Jockey Milo Valenzuela, retired in 1980 and inducted into the Racing Hall of Fame in 2008, died Wednesday at the age of 74 following a long illness. Valenzuela rode many good horses, including Tim Tam and Round Table, but none were better than five-time Horse of the Year Kelso, with whom he won 22 of 35 races. The excerpt below from “Chocolate Sundaes and Old Shoes,” by David Alexander, recounts one gallant loss, the 1964 Suburban.

The Old Man was running at last like the champion he had always been and he was gaining, no longer inch by inch but foot by foot, and Yacza, who must have thought it was over at the quarter pole, suddenly discovered it had just begun and his whip went down on Iron Peg’s dark bay hide to sting him into the realization that he was no longer playing with the boys he had beaten by six and seven and thirteen lengths, but with the men now; specifically, with the greatest Old Man of them all.

The daffodil-yellow and smoke-gray banner of Bohemia was waving proudly again down the middle of the stretch. The dark face of Milo Valenzuela was grim at the instant it came into the focus of the binoculars I grasped with sweaty paws. And now the crowd broke its silence as they went to the eighth pole and the yards between Iron Peg and Kelso became feet, and as they passed the sixteenth pole the feet became inches.
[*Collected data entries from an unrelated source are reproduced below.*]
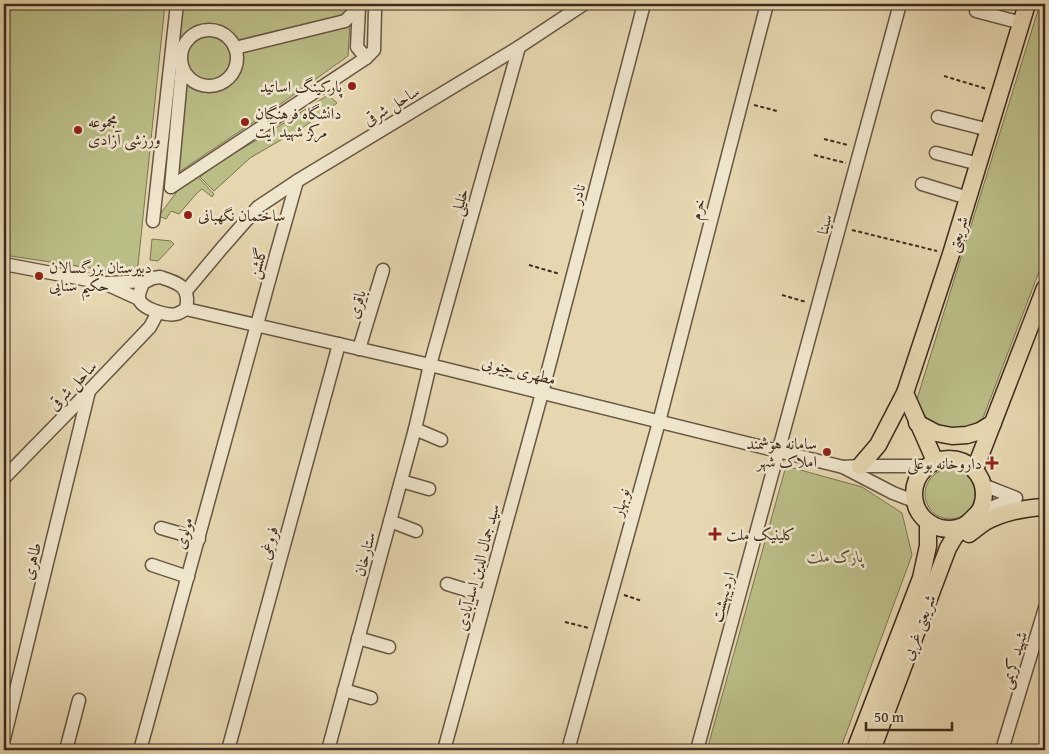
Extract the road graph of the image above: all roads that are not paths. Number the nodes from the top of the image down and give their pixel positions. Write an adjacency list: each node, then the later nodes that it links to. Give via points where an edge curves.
1 (177, 4): 22 (street)
2 (584, 4): 11 (street, ساحل شرقی)
3 (644, 4): 37 (street, نادر)
4 (767, 4): 39 (street, خرم)
5 (900, 4): 44 (street, سینا)
6 (1028, 4): 10 (main road, شریعتی)
7 (357, 6): 8 (street, via 369,11); 12 (street, via 345,21); 13 (street, via 357,48)
8 (378, 7): 13 (street, via 374,50)
9 (976, 10): 10 (street)
10 (1022, 23): 16 (main road, شریعتی)
11 (519, 47): 19 (street, ساحل شرقی); 35 (street, خلیلی)
12 (235, 48): 14 (street, via 223,34 204,30 188,40 183,48); 14 (street, via 236,66 232,74 219,84 201,85 186,75)
13 (366, 58): 14 (street, via 171,187)
14 (182, 67)
15 (938, 116): 16 (street)
16 (989, 130): 18 (main road, شریعتی)
17 (936, 154): 18 (street)
18 (979, 164): 21 (main road, شریعتی)
19 (298, 181): 28 (street, ساحل شرقی, via 258,208); 32 (street, گلشن)
20 (922, 184): 21 (street)
21 (968, 198): 38 (main road, شریعتی)
22 (153, 221)
23 (4, 264): 26 (street)
24 (383, 270): 34 (street, باقری)
25 (146, 281): 26 (street); 28 (street, via 160,277 176,282); 29 (street)
26 (104, 283): 29 (street)
27 (1045, 288): 41 (main road)
28 (186, 291): 30 (street)
29 (139, 299): 31 (street, via 140,303)
30 (186, 308): 31 (street, via 168,315); 32 (street, مطهری جنوبی)
31 (158, 312): 36 (street, ساحل شرقی, via 150,327)
32 (256, 325): 33 (street, مطهری جنوبی); 62 (street, مولوی)
33 (339, 344): 34 (street, مطهری جنوبی); 77 (street, فروغی)
34 (359, 349): 35 (street, مطهری جنوبی)
35 (430, 365): 37 (street, مطهری جنوبی); 42 (street, ستارخان)
36 (89, 391): 49 (street, ساحل شرقی); 74 (street, طاهری)
37 (542, 393): 39 (street, مطهری جنوبی); 67 (street, سید جمال الدین اسدآبادی)
38 (905, 393): 40 (main road); 46 (main road, شریعتی, via 878,445)
39 (659, 422): 44 (street, مطهری جنوبی); 80 (street, نوبهار)
40 (917, 423): 41 (main road, via 936,433 952,436 980,431); 45 (main road)
41 (992, 423): 48 (main road)
42 (415, 429): 43 (street); 50 (street, ستارخان)
43 (440, 440)
44 (778, 452): 47 (street, مطهری جنوبی); 81 (street, اردیبهشت)
45 (930, 464): 46 (street); 48 (main road, via 956,458); 54 (main road, via 918,475)
46 (860, 466): 47 (street)
47 (843, 467): 54 (street)
48 (975, 469): 51 (main road)
49 (4, 478)
50 (401, 481): 52 (street); 57 (street, ستارخان)
51 (984, 485): 53 (street); 56 (main road)
52 (429, 489)
53 (1016, 498): 55 (street); 56 (street)
54 (914, 501): 58 (main road)
55 (1044, 507): 63 (main road, via 1002,515)
56 (979, 512): 59 (main road, شریعتی غربی)
57 (390, 521): 61 (street); 69 (street, ستارخان)
58 (928, 523): 59 (main road, via 947,529); 82 (main road, شریعتی غربی, via 928,546 921,578)
59 (967, 524): 63 (main road, شریعتی غربی)
60 (161, 528): 62 (street)
61 (416, 531)
62 (199, 539): 65 (street, مولوی)
63 (948, 548): 83 (main road, شریعتی غربی)
64 (152, 565): 65 (street)
65 (188, 577): 76 (street, مولوی)
66 (447, 584): 67 (street)
67 (486, 596): 79 (street, سید جمال الدین اسدآبادی)
68 (1045, 608): 84 (street, شهید کریمی)
69 (358, 638): 70 (street); 71 (street, ستارخان)
70 (389, 648)
71 (344, 690): 72 (street); 78 (street, ستارخان)
72 (371, 698)
73 (79, 700): 75 (street)
74 (4, 739)
75 (66, 750)
76 (140, 750)
77 (228, 750)
78 (328, 750)
79 (444, 750)
80 (568, 750)
81 (697, 750)
82 (855, 750)
83 (872, 750)
84 (1002, 750)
‘Kelly! Kelly! Kelly!’ It was a keening, plaintive prayer. I think the ones who had backed Iron Peg into almost equal favoritism with the old champ had forgotten the tote tickets in their pockets, for they were yelling, ‘Kelly, Kelly, Kelly!’ too.
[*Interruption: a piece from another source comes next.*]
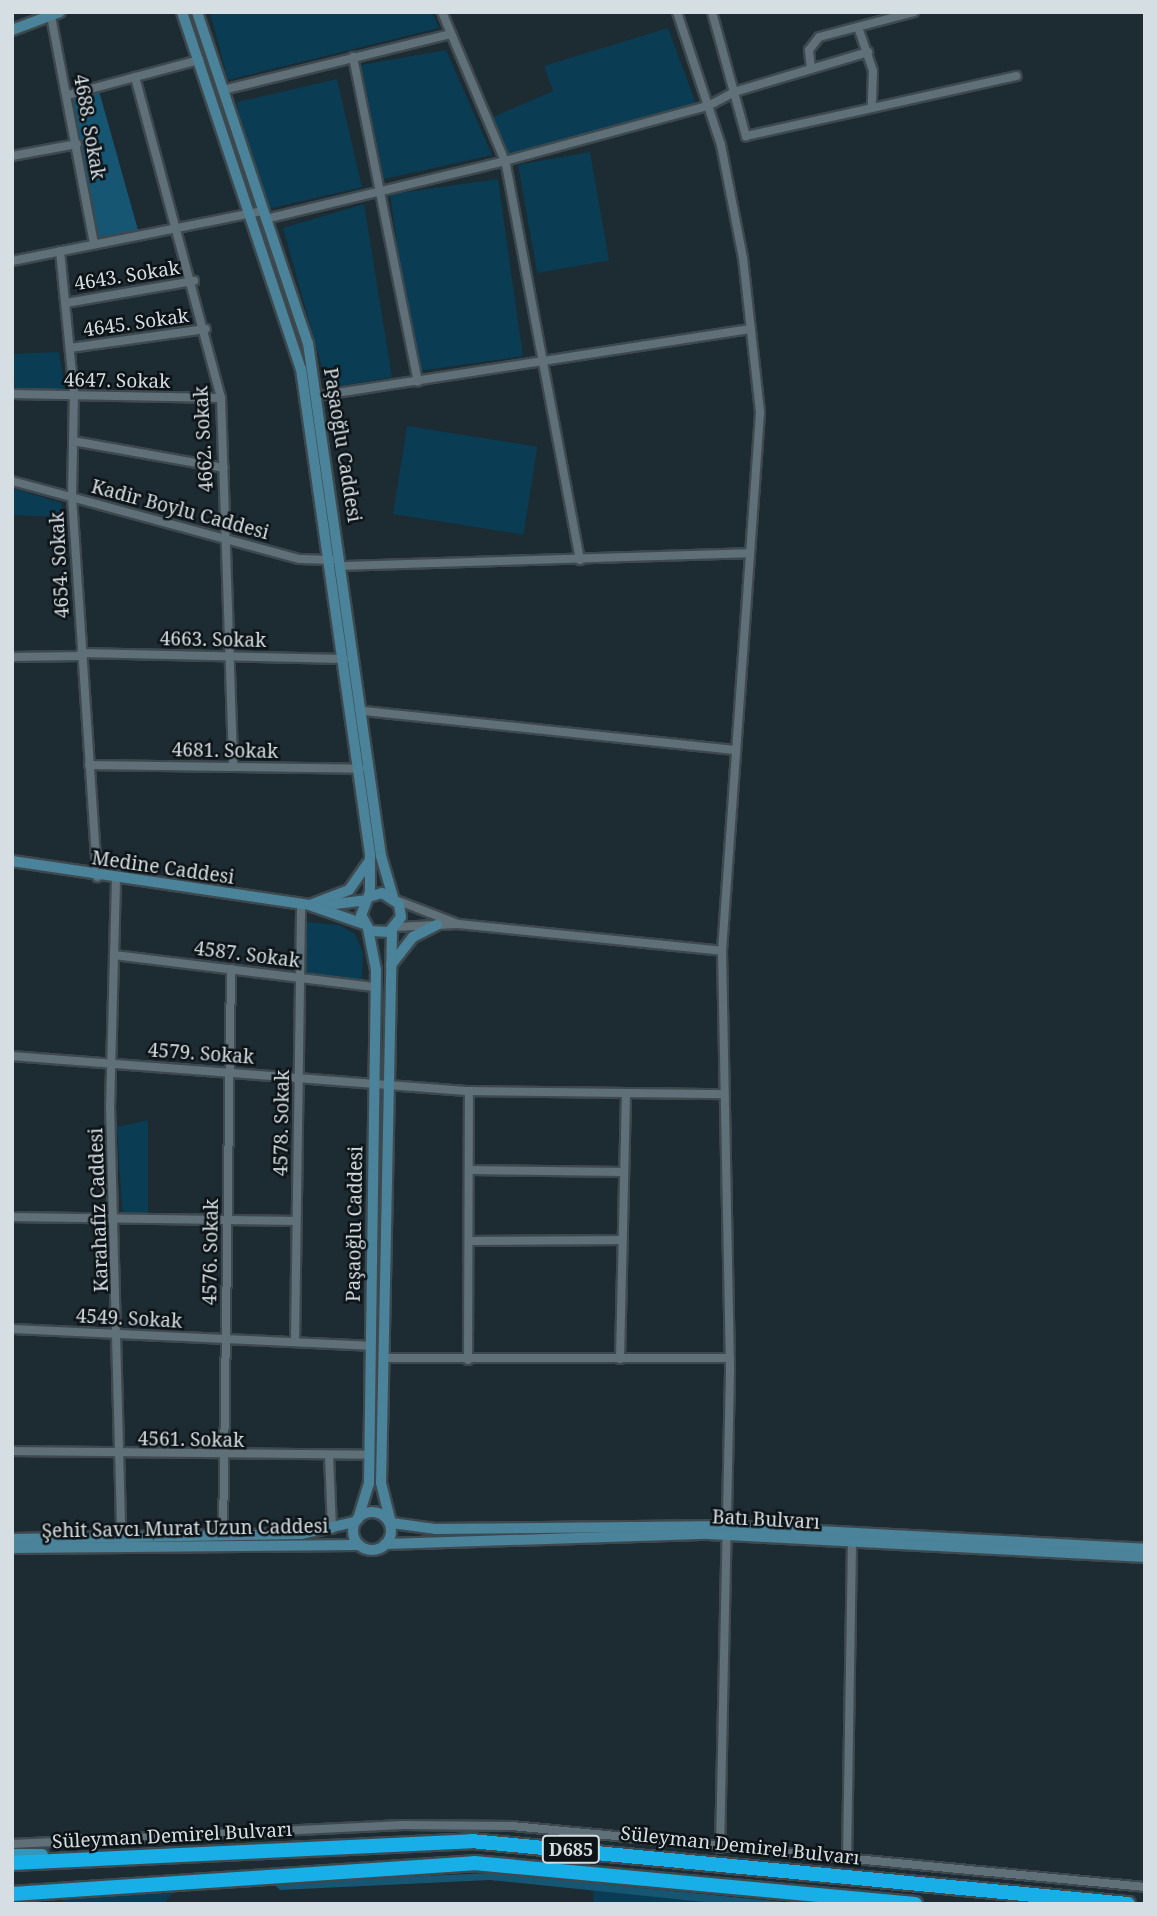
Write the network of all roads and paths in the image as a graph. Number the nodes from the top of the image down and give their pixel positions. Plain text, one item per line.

A veteran horseman who had no vested interest in Kelso was standing beside me. I knew him as a calm and unemotional fellow. Suddenly his hand began to pound the ledge in front of him compulsively and his voice rose to the shrill hysteria of a schoolgirl’s.

‘Old Man! Old Man!’ he shrieked. ‘Jesus, let the Old Man win!’

The Old Man didn’t win, not quite. But the usually heedless crowd, the crowd that sometimes hissed and sometimes booed when champions have lost, was faced with the rare thing called greatness, and for once the throng fully recognized what it saw.”